Date of this Version

2016

Document Type

Article

Citation

eLife 2016;5:e13292

Comments

Copyright Huang et al.

Open access

DOI: 10.7554/eLife.13292

Abstract

Plants react to seasonal change in day length through altering physiology and development. Factors that function to harmonize growth with photoperiod are poorly understood. Here we characterize a new protein that associates with both circadian clock and photoreceptor components, named PHOTOPERIODIC CONTROL OF HYPOCOTYL1 (PCH1). pch1 seedlings have overly elongated hypocotyls specifically under short days while constitutive expression of PCH1 shortens hypocotyls independent of day length. PCH1 peaks at dusk, binds phytochrome B (phyB) in a red light-dependent manner, and co-localizes with phyB into photobodies.
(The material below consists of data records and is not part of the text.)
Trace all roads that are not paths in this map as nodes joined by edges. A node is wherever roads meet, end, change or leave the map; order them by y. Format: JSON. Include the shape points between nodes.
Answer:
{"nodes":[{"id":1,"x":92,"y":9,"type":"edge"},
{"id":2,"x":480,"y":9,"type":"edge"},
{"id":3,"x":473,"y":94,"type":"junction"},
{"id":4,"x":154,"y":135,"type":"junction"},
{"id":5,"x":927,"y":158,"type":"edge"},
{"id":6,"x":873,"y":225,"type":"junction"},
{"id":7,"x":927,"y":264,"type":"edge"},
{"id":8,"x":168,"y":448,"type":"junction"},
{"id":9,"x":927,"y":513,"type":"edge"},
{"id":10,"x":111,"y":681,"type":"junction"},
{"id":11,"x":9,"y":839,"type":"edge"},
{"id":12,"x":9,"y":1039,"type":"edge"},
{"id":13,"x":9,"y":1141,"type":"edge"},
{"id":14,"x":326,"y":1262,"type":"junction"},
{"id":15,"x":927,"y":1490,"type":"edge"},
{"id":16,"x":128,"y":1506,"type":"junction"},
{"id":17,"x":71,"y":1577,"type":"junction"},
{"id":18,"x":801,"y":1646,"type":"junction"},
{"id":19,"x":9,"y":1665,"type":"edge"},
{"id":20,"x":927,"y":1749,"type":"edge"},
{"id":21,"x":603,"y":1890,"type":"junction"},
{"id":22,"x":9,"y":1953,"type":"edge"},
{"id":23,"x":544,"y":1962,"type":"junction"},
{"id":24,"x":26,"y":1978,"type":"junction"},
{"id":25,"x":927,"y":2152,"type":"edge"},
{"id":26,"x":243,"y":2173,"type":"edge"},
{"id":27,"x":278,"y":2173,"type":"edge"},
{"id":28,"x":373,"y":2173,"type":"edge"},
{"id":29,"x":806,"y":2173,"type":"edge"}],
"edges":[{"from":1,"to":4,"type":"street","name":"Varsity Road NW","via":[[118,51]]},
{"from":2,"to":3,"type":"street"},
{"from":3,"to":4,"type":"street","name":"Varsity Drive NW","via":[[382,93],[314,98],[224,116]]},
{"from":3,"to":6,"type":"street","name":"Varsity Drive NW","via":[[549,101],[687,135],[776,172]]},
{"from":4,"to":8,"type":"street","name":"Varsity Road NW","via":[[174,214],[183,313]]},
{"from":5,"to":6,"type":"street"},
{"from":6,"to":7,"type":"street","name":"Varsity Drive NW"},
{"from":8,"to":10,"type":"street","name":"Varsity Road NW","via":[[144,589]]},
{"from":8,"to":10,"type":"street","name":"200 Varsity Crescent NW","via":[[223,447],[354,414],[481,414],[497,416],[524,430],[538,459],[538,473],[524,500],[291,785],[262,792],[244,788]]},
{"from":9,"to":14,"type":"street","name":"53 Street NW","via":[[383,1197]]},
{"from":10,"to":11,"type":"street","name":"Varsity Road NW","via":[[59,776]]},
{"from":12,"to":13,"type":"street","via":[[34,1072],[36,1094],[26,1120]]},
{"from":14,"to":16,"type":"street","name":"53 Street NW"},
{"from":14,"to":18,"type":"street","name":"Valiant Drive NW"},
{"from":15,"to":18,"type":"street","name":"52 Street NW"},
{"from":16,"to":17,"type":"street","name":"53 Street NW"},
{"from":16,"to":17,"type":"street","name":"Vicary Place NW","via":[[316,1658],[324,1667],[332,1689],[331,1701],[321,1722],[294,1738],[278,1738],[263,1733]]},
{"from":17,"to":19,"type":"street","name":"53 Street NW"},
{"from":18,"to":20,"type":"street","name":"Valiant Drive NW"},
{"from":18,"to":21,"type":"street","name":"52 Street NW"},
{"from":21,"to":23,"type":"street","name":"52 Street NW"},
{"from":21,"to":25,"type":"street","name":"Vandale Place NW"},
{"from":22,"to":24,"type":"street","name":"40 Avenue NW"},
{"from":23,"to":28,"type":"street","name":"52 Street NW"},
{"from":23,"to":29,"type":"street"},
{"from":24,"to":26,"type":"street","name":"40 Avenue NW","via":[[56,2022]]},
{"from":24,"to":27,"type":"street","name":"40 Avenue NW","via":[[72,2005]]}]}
PCH1 is necessary and sufficient to promote the biogenesis of large photobodies to maintain an active phyB pool after light exposure, potentiating red-light signaling and prolonging memory of prior illumination. Manipulating PCH1 alters PHYTOCHROME INTERACTING FACTOR 4 levels and regulates lightresponsive gene expression. Thus, PCH1 is a new factor that regulates photoperiod-responsive growth by integrating the clock with light perception pathways through modulating daily phyBsignaling.